Second, the echo chamber is in full effect. Not that I’m saying its a bad thing, in fact I value the echo chamber. Just not when I’m flying so far to learn. In Austin, I am looking to learn and so I will skip all the also-ran, heard it all before presentations (marketing in new media, how to establish your brand, just what is new media).

Third, hey if you hang around long enough you can figure out who the cool kids are. In this case, I’m talking about the  brilliant, always engaging, knock your socks off folks. Check out my short list below for some of them.

Fourth, and final, I am a pro. I am really. I am rolling in with an MacBook Air, an iPhone tweaked for the conference, light weight backpack with necessary dongles and such, and finally a smart mentality. The mobility of the MBA and iPhone is essential for tight spaces, long days, and maximum efficiency. The smart mentality means skipping the bad food, stupid handouts, and even worse middle-of-the-hall sales pitch. It is essential to leave yourself enough energy for the night-time in your new city and avoiding the death by vendor attack.

That’s it, time to get some rest before my early flight, but first here are some hot tips:

Links

SXSW Interactice – list of sessions

SXSW Scheduling tool

Alltop SXSW news

Recommended Sessions

Change v2 – Lawrence Lessig

Obama has awoken a once in a century passion for reform. What will it take to make it work? What would “work” mean?

Using GPS & Location to Enhance Social Networking – Panel (twttr, brightkite, garmin…)

First there were social networks, and then there were location-based social networks, and now GPS and navigation-enhanced mobile social networks. This panel will explore how these emerging platforms integrate with existing social networks (facebook, twitter, etc), leverage GPS navigation functionality, and take location-aware social networking to the next level.

Buzz Out Loud Podcast Taping – Natali, Tom, and Jason

Buzz Out Loud is CNET’s premiere daily podcast hosted by Natali Del Conte, Tom Merritt, and Jason Howell. They cover all the tech news with their own and their audience’s takes on what it all means, often with hilarity ensuing. They’ll cover the top SXSW stories with special guests. If you want to understand what’s happening in the tech world, especially at SXSW, you need to listen to Buzz Out Loud.

iPhone Tweakage

At the conference this year, I am going to be testing out all that the iPhone can offer. To include the WordPress iPhone app for live blogging. Photos uploaded on-the-spot. Twitter streaming SMS to my phone. Google Alerts and Yahoo listservs to my gmail inbox. Hopefully, a whole lot of location based community building for meet-ups, spontaneous get togethers, and a little where the heck is everyone (not sure how this will work out…). Just wish I could record some vids on the phone…
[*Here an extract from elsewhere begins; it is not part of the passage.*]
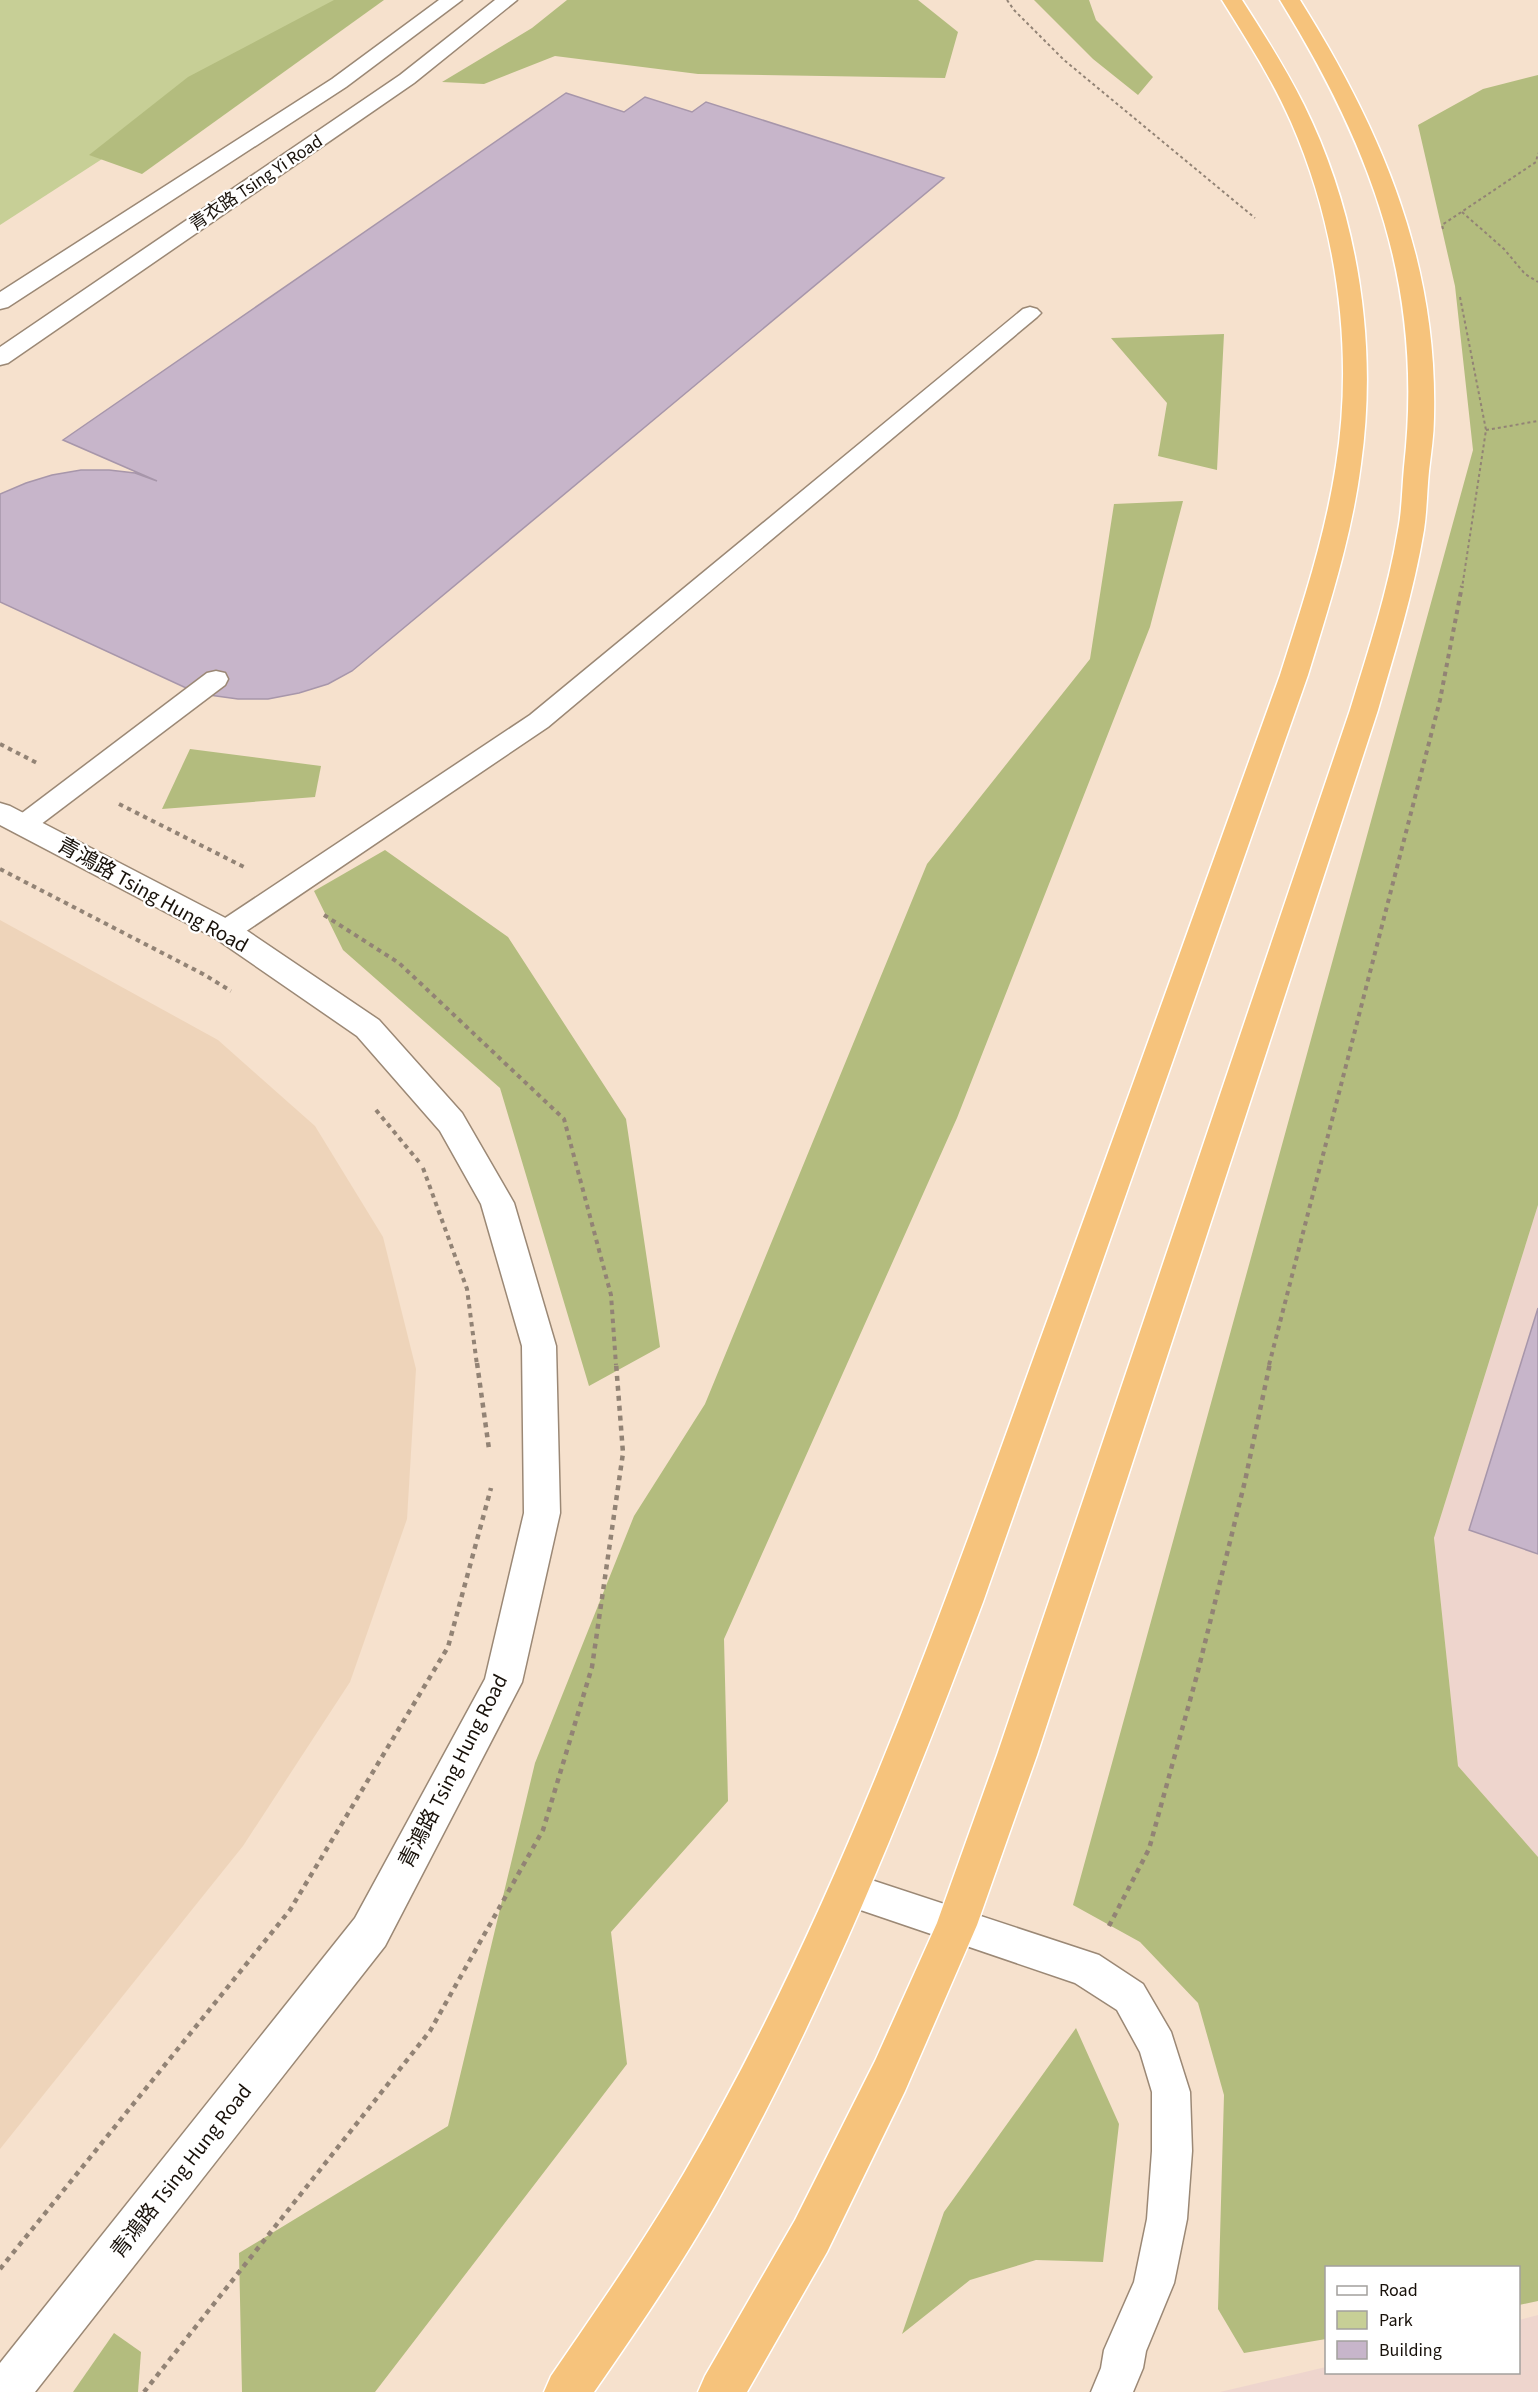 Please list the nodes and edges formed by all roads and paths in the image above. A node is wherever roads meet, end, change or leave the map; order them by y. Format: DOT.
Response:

Obama CIO – Vivek Kundra – LiveBlog

“Couple of things we want to do to embark on a technology revolution in America”

That’s his opening line as he launches into a comparison of previous revolutions. The industrial and agricultural. Each one allowed us to move faster, shrink the world, and increase our efficiencies.

“A lot of people say the federal government can’t lead, I reject that idea”

Another solid speech as Vivek, a notorious short speech giver, builds up. Hands down he’ll be done in 30mins…

Transparency changes the definition of a citizen. We the people, can participate and should, he references the executive transparency memo and recovery.org. To accomplish he defines his core principles:

1. Transparent platform, use this as the foundation for making this happen. He references the human genome project and satelites for GPS

2. Participatory. Opening up each agency to the public for participation.

3. Lowering costs of government operations. Why does it cost goverment more and why can’t government use modern tools?

Answers are cloud computing and opening up consumer technology.

He then moves on to fundamentals like targeted initiatives, not just tech for tech sake. Focusing on outcomes not proccesses. Developing an ecosystem of participation with citizens and buy in across the agencies.

QA: How do we send you good ideas?

Kundra: I plan to have sat or sun round table sessions. Anyone can attend and I’ll soon pass out my email for direct contact.

“Its going to be tough, it’s not going to be easy, and it’s not going to happen overnight.”